#### What to produce
Carry over every entry exactly as it appears in the records.

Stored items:
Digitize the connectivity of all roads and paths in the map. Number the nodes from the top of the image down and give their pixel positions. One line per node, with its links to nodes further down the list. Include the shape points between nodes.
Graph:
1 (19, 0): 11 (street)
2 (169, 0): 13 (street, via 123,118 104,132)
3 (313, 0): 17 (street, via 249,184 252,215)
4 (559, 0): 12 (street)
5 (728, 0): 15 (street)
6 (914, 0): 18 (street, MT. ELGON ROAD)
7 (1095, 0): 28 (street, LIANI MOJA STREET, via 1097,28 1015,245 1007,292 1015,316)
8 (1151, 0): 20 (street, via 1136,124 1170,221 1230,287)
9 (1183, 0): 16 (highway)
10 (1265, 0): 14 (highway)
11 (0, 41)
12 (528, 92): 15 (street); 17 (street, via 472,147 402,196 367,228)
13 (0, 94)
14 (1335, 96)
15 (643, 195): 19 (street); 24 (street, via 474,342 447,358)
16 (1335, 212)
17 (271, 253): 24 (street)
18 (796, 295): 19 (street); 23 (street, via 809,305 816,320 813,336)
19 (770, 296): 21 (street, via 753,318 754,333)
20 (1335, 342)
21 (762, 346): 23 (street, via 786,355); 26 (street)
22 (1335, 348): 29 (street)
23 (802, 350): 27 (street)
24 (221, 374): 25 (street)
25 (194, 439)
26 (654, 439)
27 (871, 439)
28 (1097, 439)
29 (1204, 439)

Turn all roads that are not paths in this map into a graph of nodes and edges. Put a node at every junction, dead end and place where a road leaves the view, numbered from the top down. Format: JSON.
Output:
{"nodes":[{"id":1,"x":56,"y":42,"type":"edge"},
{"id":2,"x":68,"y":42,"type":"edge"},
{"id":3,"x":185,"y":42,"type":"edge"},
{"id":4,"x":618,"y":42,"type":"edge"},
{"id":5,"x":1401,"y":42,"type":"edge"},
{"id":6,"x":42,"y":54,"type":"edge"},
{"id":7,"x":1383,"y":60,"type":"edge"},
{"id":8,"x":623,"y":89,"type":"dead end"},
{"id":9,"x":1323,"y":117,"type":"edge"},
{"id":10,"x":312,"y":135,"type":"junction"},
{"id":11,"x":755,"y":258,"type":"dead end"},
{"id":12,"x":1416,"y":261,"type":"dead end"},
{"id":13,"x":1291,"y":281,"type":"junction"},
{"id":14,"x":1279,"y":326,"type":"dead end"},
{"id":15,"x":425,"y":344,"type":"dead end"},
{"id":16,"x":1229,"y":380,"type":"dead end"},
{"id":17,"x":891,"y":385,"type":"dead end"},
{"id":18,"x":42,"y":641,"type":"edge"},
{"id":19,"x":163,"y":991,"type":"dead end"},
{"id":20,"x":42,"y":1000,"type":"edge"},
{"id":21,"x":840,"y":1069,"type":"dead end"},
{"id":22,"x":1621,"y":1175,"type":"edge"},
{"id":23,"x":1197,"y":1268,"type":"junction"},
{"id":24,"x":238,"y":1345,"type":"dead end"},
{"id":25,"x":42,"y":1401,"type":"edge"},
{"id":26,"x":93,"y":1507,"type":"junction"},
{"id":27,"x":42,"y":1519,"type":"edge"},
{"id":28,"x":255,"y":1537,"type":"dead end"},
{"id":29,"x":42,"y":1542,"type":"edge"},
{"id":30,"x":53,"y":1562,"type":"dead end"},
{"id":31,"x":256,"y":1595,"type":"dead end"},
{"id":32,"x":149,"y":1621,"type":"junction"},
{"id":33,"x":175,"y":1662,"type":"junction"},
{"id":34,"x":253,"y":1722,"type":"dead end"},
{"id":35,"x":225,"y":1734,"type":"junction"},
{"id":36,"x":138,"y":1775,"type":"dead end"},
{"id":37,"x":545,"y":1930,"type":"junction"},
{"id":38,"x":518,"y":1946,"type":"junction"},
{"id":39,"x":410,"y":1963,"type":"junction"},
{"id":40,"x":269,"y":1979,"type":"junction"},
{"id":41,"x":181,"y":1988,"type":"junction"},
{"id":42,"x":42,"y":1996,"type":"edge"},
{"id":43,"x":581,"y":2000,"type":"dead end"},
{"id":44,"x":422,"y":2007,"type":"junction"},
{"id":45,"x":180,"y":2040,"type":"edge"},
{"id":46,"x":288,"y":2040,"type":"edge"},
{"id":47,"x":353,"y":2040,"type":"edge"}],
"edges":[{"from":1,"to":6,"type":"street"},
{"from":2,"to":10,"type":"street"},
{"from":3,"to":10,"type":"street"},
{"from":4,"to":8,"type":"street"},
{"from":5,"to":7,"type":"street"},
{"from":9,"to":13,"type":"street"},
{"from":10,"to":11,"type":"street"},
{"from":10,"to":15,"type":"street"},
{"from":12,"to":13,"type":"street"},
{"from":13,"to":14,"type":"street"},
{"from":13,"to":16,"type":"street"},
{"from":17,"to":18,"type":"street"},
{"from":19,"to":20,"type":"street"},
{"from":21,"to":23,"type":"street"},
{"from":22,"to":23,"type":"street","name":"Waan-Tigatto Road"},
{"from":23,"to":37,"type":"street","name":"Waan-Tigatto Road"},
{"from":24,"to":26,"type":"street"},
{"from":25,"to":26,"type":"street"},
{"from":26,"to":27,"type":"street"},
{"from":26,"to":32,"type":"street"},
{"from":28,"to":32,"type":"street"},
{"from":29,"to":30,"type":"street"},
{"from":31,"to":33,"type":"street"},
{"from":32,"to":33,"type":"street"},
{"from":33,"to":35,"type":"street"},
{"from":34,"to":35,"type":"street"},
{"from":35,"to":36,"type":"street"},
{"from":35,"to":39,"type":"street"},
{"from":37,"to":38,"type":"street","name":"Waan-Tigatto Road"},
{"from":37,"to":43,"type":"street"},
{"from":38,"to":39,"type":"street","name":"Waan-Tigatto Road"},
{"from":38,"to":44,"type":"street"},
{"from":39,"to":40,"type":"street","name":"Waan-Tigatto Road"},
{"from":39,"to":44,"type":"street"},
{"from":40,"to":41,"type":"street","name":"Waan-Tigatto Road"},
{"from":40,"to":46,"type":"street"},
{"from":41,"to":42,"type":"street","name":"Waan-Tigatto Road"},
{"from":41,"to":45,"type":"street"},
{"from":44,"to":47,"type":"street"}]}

#### Answer box
Digitize the connectivity of all roads and paths in the map. Number the nodes from the top of the image down and give their pixel positions. One line per node, with its links to nodes further down the list. Include the shape points between nodes.
Graph:
1 (19, 0): 11 (street)
2 (169, 0): 13 (street, via 123,118 104,132)
3 (313, 0): 17 (street, via 249,184 252,215)
4 (559, 0): 12 (street)
5 (728, 0): 15 (street)
6 (914, 0): 18 (street, MT. ELGON ROAD)
7 (1095, 0): 28 (street, LIANI MOJA STREET, via 1097,28 1015,245 1007,292 1015,316)
8 (1151, 0): 20 (street, via 1136,124 1170,221 1230,287)
9 (1183, 0): 16 (highway)
10 (1265, 0): 14 (highway)
11 (0, 41)
12 (528, 92): 15 (street); 17 (street, via 472,147 402,196 367,228)
13 (0, 94)
14 (1335, 96)
15 (643, 195): 19 (street); 24 (street, via 474,342 447,358)
16 (1335, 212)
17 (271, 253): 24 (street)
18 (796, 295): 19 (street); 23 (street, via 809,305 816,320 813,336)
19 (770, 296): 21 (street, via 753,318 754,333)
20 (1335, 342)
21 (762, 346): 23 (street, via 786,355); 26 (street)
22 (1335, 348): 29 (street)
23 (802, 350): 27 (street)
24 (221, 374): 25 (street)
25 (194, 439)
26 (654, 439)
27 (871, 439)
28 (1097, 439)
29 (1204, 439)

Turn all roads that are not paths in this map into a graph of nodes and edges. Put a node at every junction, dead end and place where a road leaves the view, numbered from the top down. Format: JSON.
Output:
{"nodes":[{"id":1,"x":56,"y":42,"type":"edge"},
{"id":2,"x":68,"y":42,"type":"edge"},
{"id":3,"x":185,"y":42,"type":"edge"},
{"id":4,"x":618,"y":42,"type":"edge"},
{"id":5,"x":1401,"y":42,"type":"edge"},
{"id":6,"x":42,"y":54,"type":"edge"},
{"id":7,"x":1383,"y":60,"type":"edge"},
{"id":8,"x":623,"y":89,"type":"dead end"},
{"id":9,"x":1323,"y":117,"type":"edge"},
{"id":10,"x":312,"y":135,"type":"junction"},
{"id":11,"x":755,"y":258,"type":"dead end"},
{"id":12,"x":1416,"y":261,"type":"dead end"},
{"id":13,"x":1291,"y":281,"type":"junction"},
{"id":14,"x":1279,"y":326,"type":"dead end"},
{"id":15,"x":425,"y":344,"type":"dead end"},
{"id":16,"x":1229,"y":380,"type":"dead end"},
{"id":17,"x":891,"y":385,"type":"dead end"},
{"id":18,"x":42,"y":641,"type":"edge"},
{"id":19,"x":163,"y":991,"type":"dead end"},
{"id":20,"x":42,"y":1000,"type":"edge"},
{"id":21,"x":840,"y":1069,"type":"dead end"},
{"id":22,"x":1621,"y":1175,"type":"edge"},
{"id":23,"x":1197,"y":1268,"type":"junction"},
{"id":24,"x":238,"y":1345,"type":"dead end"},
{"id":25,"x":42,"y":1401,"type":"edge"},
{"id":26,"x":93,"y":1507,"type":"junction"},
{"id":27,"x":42,"y":1519,"type":"edge"},
{"id":28,"x":255,"y":1537,"type":"dead end"},
{"id":29,"x":42,"y":1542,"type":"edge"},
{"id":30,"x":53,"y":1562,"type":"dead end"},
{"id":31,"x":256,"y":1595,"type":"dead end"},
{"id":32,"x":149,"y":1621,"type":"junction"},
{"id":33,"x":175,"y":1662,"type":"junction"},
{"id":34,"x":253,"y":1722,"type":"dead end"},
{"id":35,"x":225,"y":1734,"type":"junction"},
{"id":36,"x":138,"y":1775,"type":"dead end"},
{"id":37,"x":545,"y":1930,"type":"junction"},
{"id":38,"x":518,"y":1946,"type":"junction"},
{"id":39,"x":410,"y":1963,"type":"junction"},
{"id":40,"x":269,"y":1979,"type":"junction"},
{"id":41,"x":181,"y":1988,"type":"junction"},
{"id":42,"x":42,"y":1996,"type":"edge"},
{"id":43,"x":581,"y":2000,"type":"dead end"},
{"id":44,"x":422,"y":2007,"type":"junction"},
{"id":45,"x":180,"y":2040,"type":"edge"},
{"id":46,"x":288,"y":2040,"type":"edge"},
{"id":47,"x":353,"y":2040,"type":"edge"}],
"edges":[{"from":1,"to":6,"type":"street"},
{"from":2,"to":10,"type":"street"},
{"from":3,"to":10,"type":"street"},
{"from":4,"to":8,"type":"street"},
{"from":5,"to":7,"type":"street"},
{"from":9,"to":13,"type":"street"},
{"from":10,"to":11,"type":"street"},
{"from":10,"to":15,"type":"street"},
{"from":12,"to":13,"type":"street"},
{"from":13,"to":14,"type":"street"},
{"from":13,"to":16,"type":"street"},
{"from":17,"to":18,"type":"street"},
{"from":19,"to":20,"type":"street"},
{"from":21,"to":23,"type":"street"},
{"from":22,"to":23,"type":"street","name":"Waan-Tigatto Road"},
{"from":23,"to":37,"type":"street","name":"Waan-Tigatto Road"},
{"from":24,"to":26,"type":"street"},
{"from":25,"to":26,"type":"street"},
{"from":26,"to":27,"type":"street"},
{"from":26,"to":32,"type":"street"},
{"from":28,"to":32,"type":"street"},
{"from":29,"to":30,"type":"street"},
{"from":31,"to":33,"type":"street"},
{"from":32,"to":33,"type":"street"},
{"from":33,"to":35,"type":"street"},
{"from":34,"to":35,"type":"street"},
{"from":35,"to":36,"type":"street"},
{"from":35,"to":39,"type":"street"},
{"from":37,"to":38,"type":"street","name":"Waan-Tigatto Road"},
{"from":37,"to":43,"type":"street"},
{"from":38,"to":39,"type":"street","name":"Waan-Tigatto Road"},
{"from":38,"to":44,"type":"street"},
{"from":39,"to":40,"type":"street","name":"Waan-Tigatto Road"},
{"from":39,"to":44,"type":"street"},
{"from":40,"to":41,"type":"street","name":"Waan-Tigatto Road"},
{"from":40,"to":46,"type":"street"},
{"from":41,"to":42,"type":"street","name":"Waan-Tigatto Road"},
{"from":41,"to":45,"type":"street"},
{"from":44,"to":47,"type":"street"}]}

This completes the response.